Owkin, a French-American startup developing federated learning and AI technologies to advance medicine, this week launched the Covid-19 Open AI Consortium (COAI), with the aim of advancing collaborative research and accelerating clinical development of effective treatments for patients infected with the coronavirus. COAI will unite academic institutions, researchers, data scientists and industrial partners to fight the Covid-19 pandemic. All of it’s findings will be shared with the global medical and scientific community.
The first live research area will explore cardiovascular complications in Covid-19 patients in partnership with Capacity Covid, an international registry working with over 50 centers worldwide to generate open-access and license-free results. Other planned areas of research include other organ complications, patient outcomes and triage and prediction and characterization of immune response.
Pharma companies can get involved by sponsoring COIA’s research, by contributing their expertise in immunology or by supplying data, says Dr. Sanjay Budhdeo, Owkin’s Pharmaceutical Business Development Director.
While pharma companies normally like to safeguard their intellectual property and data,Budhdeo says the pandemic is prompting “ an openness from many actors within the health and tech ecosystem. It is not business as usual, the focus is on the speed of working rather than on protecting assets that companies would normally guard more closely.”
That said Budhdeo says COAI “equally recognizes that there may be concerns and we are flexible in our ways of working.”

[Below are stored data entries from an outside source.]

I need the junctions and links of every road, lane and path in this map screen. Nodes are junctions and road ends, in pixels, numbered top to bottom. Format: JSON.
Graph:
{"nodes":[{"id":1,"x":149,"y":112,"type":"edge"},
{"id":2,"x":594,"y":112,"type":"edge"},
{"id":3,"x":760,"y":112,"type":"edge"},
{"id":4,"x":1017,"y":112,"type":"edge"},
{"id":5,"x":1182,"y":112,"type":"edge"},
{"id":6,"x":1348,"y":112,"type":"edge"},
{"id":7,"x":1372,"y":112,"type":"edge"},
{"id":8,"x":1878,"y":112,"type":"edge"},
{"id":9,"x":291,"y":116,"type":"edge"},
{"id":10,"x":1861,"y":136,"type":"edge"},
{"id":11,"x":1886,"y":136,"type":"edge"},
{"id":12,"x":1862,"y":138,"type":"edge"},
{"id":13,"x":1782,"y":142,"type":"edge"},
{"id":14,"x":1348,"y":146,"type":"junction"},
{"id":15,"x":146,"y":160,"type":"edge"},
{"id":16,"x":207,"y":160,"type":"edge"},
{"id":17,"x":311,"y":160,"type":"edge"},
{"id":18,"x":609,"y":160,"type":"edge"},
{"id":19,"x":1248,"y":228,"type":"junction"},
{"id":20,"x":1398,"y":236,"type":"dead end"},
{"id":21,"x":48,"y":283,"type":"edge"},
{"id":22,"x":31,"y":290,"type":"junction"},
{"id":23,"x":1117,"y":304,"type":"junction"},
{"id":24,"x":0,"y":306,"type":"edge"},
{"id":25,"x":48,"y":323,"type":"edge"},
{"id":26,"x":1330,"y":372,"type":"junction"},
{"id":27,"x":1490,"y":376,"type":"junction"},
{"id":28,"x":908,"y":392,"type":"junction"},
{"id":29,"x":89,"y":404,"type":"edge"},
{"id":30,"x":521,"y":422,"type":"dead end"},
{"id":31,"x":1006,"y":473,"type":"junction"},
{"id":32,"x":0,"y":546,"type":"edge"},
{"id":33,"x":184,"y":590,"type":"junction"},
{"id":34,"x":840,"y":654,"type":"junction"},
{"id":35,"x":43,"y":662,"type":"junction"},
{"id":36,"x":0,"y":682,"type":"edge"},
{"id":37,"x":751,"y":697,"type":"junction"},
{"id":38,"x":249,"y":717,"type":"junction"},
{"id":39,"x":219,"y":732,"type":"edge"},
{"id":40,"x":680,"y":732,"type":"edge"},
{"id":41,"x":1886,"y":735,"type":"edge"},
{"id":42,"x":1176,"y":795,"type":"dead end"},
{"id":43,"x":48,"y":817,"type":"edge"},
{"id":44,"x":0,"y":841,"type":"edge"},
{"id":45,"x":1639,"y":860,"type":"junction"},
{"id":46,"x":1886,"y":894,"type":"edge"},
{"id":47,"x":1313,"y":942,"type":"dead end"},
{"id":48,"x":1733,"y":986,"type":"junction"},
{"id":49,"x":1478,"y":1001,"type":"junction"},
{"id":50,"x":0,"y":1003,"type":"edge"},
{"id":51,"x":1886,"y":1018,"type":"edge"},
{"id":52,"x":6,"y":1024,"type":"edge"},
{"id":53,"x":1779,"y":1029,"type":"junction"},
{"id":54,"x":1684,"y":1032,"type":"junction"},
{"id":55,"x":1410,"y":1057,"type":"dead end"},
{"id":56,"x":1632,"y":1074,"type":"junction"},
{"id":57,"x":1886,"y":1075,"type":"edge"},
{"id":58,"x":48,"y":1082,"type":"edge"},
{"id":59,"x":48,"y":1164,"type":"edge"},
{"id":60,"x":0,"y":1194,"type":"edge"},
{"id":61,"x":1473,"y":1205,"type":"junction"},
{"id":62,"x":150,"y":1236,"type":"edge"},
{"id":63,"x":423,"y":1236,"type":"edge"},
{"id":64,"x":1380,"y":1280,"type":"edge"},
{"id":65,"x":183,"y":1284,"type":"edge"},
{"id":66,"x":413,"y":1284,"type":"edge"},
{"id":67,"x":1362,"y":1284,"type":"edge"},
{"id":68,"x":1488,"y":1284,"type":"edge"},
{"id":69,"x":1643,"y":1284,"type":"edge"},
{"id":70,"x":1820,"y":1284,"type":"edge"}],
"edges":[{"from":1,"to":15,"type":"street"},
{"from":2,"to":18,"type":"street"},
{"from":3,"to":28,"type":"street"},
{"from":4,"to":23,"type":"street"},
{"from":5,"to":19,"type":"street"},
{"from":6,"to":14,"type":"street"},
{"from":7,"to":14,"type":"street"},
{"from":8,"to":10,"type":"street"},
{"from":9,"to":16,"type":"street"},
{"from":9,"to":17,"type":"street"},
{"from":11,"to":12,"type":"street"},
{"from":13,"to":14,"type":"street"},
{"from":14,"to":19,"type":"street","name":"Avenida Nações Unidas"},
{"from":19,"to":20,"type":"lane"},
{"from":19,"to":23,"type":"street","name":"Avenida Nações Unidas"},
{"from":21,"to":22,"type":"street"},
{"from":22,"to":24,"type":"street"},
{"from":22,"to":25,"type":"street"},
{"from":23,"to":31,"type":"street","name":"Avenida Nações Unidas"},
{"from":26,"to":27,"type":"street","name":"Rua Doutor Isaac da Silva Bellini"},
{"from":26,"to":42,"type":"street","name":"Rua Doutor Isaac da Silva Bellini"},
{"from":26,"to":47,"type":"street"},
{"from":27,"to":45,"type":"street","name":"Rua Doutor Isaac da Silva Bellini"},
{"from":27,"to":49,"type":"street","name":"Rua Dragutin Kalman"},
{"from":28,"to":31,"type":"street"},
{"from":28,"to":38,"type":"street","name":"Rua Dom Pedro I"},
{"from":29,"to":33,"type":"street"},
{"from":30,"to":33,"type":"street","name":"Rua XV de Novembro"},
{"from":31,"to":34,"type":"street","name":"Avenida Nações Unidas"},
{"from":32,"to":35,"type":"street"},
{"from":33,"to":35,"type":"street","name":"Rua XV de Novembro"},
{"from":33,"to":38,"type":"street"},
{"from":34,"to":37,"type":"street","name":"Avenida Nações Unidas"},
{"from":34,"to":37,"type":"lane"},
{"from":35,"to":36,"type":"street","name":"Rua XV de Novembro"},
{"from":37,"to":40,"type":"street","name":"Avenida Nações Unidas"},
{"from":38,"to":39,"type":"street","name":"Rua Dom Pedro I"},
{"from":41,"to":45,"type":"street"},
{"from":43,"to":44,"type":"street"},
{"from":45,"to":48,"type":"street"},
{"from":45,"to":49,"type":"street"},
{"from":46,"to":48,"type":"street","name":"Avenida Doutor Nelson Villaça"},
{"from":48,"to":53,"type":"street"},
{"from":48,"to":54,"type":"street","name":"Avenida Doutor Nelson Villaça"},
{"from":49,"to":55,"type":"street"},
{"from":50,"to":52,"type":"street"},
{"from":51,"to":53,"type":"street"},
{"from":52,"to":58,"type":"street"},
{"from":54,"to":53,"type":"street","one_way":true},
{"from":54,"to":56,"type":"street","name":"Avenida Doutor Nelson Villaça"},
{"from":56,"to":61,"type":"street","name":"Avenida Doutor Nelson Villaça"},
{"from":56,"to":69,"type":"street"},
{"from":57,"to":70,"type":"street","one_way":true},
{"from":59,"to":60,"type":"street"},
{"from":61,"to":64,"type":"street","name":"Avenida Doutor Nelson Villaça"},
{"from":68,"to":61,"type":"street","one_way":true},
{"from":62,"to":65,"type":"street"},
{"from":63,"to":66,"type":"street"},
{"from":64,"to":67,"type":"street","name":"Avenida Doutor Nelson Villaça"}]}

Owkin’s technology powers the blockchain-based Machine Learning Ledger Orchestration for Drug Discovery (MELLODDY),an EU-grant funded project which trains machine learning on chemical libraries from ten pharma companies including Amgen, AstraZeneca, GlaxoSmithKline, Janssen, Merck and Novartis. Owkin is using federated learning to accelerate the drug discovery process by making it easier to identify promising compounds without having to pool data and while still preserving each company’s intellectual property, privacy, and control.
The Owkin Federated Learning technology used in the MELLODDY project could be deployed for other consortia. “Equally we see ways of working using cloud access to try and accelerate how we do things as long as biopharma companie and academic institutions are also open to that,” he says.
Budhdeo says there is an exciting opportunity to apply machine learning to finding not just an effective treatment for COVID-19 but to improve medical research in general.
Owkin is applying its technology to empower researchers in hospitals, universities, and pharmaceutical companies to understand why drug efficacy varies from patient to patient,enhance the drug development process, and identify the best drug for the right patient to improve treatment outcomes. Its proprietary platform, OWKIN Studio, uses machine learning technology to integrate biomedical images, genomics and clinical data to discover biomarkers and mechanisms associated with diseases and treatment outcomes.
The company, which was co-founded in 2016 by Dr. Thomas Clozel, a clinical research doctor and former assistant professor in clinical hematology and Gilles Wainrib, PhD, a pioneer in the field of artificial intelligence in biology, has raised $30 million in venture capital. It provides AI technologies to several of the largest cancer centers and pharmaceutical companies in Europe and in the U.S. It competes with Imagia on its federated learning offering, nference on Real World Access and with Tempus on AI and machine learning solutions.